If choice gives me the power to choose how I spend my time, then Thinking Well of Others helps me to construct relationships that feed my soul and create communities that make the world a better place. My friend Jenny says that Thinking Well of Others is “a starting point, a way of being open to someone new, as well as a sustaining behavior.”

When you and I meet, I have the choice to get to know you and who you are, rather than believe you to be who I think you are, or who I want you to be. I can base my knowledge on your race, sex, political affiliations or religious beliefs. You may remind me of my mother or my first love. If that’s the case, I could easily expect you to behave the way they did. There are thousands of ways to judge a person.

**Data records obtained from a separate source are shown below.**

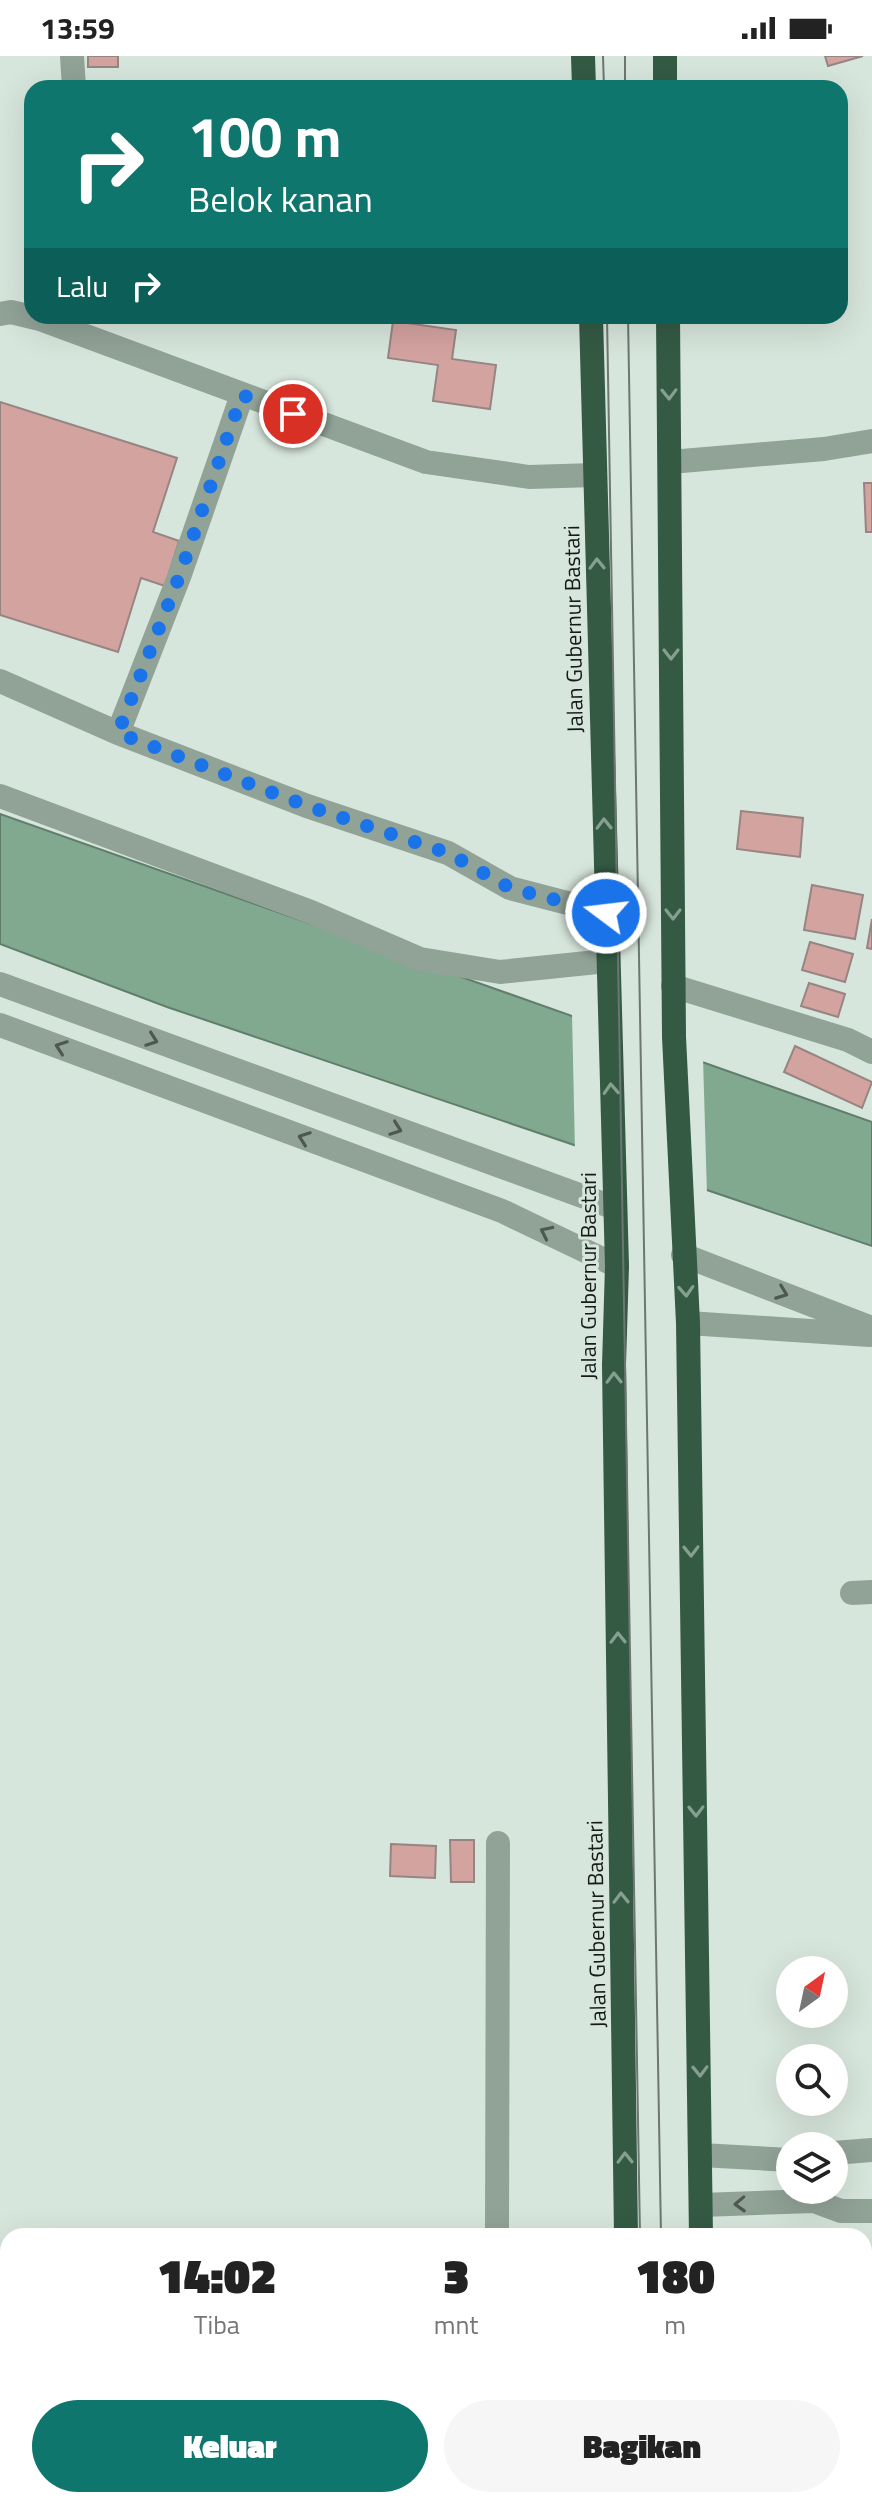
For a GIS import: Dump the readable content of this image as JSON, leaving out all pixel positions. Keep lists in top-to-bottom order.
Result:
{
  "streets": {
    "highway": ["Jalan Gubernur Bastari"]
  },
  "north": "top right",
  "page": {
    "status": "13:59",
    "turn": ["100 m", "Belok kanan"],
    "then": "Lalu",
    "eta": [
      "14:02",
      "Tiba",
      "3",
      "mnt",
      "180",
      "m"
    ],
    "buttons": ["Keluar", "Bagikan"]
  }
}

There are only a few ways to actually get to know someone. Let’s talk. Let’s listen. Let’s suspend judgment and discover each other in new and honest ways. I may believe that I know what you are thinking, but I can only know for sure if I ask you and you tell me. I may believe I understand your actions, but I will only truly know for sure if I ask you and you tell me. Direct and honest communication is the only path to true and intimate relationship.

Thinking Well of Self

Every relationship I have with others is shaped by the relationship I have with myself. Honest communication begins when I look at my personal beliefs and values. If my actions reflect my values, I should be proud of my choices. Thinking Well of Self is a process of self-discovery. I need to ask myself, “Is my behavior serving the greater good, or my own ego?”

My doubts and fears often take center stage when faced with honesty and intimacy. If you know all my faults up front you will not have any ammunition to use against me later. Or…if you reject me in the beginning, I will not be emotionally invested and get hurt. I ask myself, “Who am I serving by pushing you away?” When I am afraid, my ego says, “I know what’s best. And it’s safer to be alone.”

When I allow myself to question that essential belief, then I begin the process of Thinking Well of Self and open myself to the opportunity to be in healthy relationship with others.

Stewardship of Self

Now that I find myself in relationship, I discover that I am able to make healthy choices, relate well with others and with myself. As I get to know who I am and what I value I find that there are physical and social skills, gifts and talents that we each have and we each need to nurture in ourselves. In the spirit of being Sex Positive, let’s look at the physicality of Sex.

Sex is fun! Sex is spiritual. It is entertaining, emotionally fulfilling and physically sustaining. Sex is a gift we give ourselves and share with others. Like our many other gifts and talents, sexuality is a tangible part of ourselves to be stewarded, cared for, protected and cherished. It is to be nurtured and grown in order to reach the untold heights of intimacy and honesty in relationships.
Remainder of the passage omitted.